After finding the line with "middle tip: (414, 317)" in the entries below, retype exactly each line from there through the line with "index mcp: (300, 274)", including that final line.

_Bounding box coordinate data_.
=== Section Start ===
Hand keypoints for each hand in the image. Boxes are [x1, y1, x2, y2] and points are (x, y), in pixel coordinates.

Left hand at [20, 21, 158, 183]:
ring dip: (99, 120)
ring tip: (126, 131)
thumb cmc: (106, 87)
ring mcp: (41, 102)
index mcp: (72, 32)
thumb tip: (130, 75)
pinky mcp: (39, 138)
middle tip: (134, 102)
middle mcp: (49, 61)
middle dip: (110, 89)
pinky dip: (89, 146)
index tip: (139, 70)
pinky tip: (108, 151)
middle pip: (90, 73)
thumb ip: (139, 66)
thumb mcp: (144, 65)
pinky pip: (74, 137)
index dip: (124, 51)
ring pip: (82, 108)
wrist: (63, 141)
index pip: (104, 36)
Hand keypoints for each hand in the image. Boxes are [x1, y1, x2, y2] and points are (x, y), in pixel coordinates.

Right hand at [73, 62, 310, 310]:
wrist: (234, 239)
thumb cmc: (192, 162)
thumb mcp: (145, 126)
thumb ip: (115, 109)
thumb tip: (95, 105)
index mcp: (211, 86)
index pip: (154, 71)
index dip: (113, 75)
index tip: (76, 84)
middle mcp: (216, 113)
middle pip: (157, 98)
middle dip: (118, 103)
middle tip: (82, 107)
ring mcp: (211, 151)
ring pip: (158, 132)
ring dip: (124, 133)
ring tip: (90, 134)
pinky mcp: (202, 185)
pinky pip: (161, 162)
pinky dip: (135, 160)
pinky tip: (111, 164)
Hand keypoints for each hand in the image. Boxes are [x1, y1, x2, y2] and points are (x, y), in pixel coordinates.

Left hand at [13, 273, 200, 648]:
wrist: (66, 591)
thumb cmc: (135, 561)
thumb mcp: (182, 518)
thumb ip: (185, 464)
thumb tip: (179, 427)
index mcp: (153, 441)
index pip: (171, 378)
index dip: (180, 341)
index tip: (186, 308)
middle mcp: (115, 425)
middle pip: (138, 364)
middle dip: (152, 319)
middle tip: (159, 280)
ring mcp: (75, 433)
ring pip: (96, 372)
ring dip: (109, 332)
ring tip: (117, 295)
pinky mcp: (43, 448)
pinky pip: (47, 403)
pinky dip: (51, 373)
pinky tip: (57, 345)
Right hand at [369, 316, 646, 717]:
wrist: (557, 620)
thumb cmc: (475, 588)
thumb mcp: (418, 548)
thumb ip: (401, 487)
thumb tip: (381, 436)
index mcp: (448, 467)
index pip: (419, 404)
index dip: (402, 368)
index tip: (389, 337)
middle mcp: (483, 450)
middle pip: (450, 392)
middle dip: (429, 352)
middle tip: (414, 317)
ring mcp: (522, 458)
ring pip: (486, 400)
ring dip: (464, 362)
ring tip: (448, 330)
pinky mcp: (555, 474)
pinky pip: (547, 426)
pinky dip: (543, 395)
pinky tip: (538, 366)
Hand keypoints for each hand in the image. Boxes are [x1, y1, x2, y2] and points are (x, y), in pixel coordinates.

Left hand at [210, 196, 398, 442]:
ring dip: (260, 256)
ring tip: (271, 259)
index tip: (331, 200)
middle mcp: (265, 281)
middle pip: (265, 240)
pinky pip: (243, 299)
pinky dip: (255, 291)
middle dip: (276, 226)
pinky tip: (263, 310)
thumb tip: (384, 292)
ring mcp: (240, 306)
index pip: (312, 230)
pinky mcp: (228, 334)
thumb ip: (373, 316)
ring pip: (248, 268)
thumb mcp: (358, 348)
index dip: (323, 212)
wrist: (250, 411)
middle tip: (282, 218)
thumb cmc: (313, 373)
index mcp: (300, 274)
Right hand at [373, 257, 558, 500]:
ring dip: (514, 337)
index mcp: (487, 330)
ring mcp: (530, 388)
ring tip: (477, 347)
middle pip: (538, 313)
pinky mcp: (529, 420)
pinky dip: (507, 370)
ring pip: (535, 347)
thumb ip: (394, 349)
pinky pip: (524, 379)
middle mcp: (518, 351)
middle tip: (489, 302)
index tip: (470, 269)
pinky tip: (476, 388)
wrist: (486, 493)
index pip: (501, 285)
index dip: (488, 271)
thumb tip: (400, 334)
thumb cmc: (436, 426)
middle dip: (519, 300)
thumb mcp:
=== Section End ===
=== Section Start ===
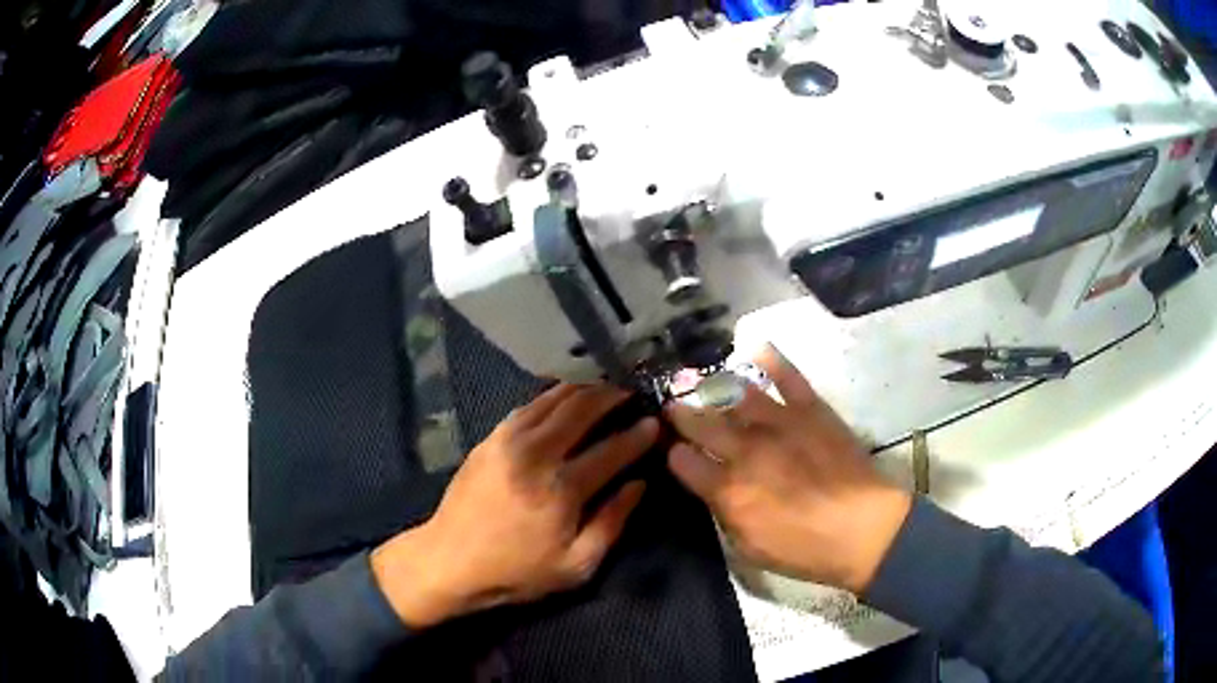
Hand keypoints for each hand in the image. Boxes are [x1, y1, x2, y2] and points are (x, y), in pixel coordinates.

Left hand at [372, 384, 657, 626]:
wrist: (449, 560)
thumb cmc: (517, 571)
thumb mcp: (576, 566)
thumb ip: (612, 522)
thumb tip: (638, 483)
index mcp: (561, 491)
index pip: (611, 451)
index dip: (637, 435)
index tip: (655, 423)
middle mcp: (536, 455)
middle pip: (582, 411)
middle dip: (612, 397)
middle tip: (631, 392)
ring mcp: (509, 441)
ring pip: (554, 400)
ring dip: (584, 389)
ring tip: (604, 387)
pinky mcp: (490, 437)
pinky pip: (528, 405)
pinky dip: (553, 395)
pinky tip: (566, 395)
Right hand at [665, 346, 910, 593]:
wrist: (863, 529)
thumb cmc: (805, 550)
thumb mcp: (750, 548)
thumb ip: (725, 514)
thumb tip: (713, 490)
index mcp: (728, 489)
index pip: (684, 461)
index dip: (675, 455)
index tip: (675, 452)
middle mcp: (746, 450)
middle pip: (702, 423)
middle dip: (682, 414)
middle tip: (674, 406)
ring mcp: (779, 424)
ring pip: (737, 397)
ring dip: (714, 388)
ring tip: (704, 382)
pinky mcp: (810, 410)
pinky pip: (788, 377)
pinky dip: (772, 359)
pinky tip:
=== Section End ===
_Reply to the exercise_.
middle tip: (414, 317)
ring mcp: (522, 458)
ring pip: (486, 400)
ring dip: (464, 362)
ring tip: (448, 330)
pinky mcp: (555, 474)
pinky pip: (547, 426)
pinky dip: (543, 395)
pinky tip: (538, 366)
Hand keypoints for each hand in the image. Boxes are [x1, y1, x2, y2] and points are (x, y), in pixel coordinates.

Left hand at [210, 196, 398, 442]:
ring dip: (260, 256)
ring tip: (271, 259)
index tip: (331, 200)
middle mcp: (265, 281)
middle pip: (265, 240)
pinky pip: (243, 299)
pinky dip: (255, 291)
middle dip: (276, 226)
pinky tip: (263, 310)
thumb tip: (384, 292)
ring mcp: (240, 306)
index pip: (312, 230)
pinky mcp: (228, 334)
thumb ip: (373, 316)
ring pip: (248, 268)
thumb mcp: (358, 348)
index dip: (323, 212)
wrist: (250, 411)
middle tip: (282, 218)
thumb cmc: (313, 373)
index mcp: (300, 274)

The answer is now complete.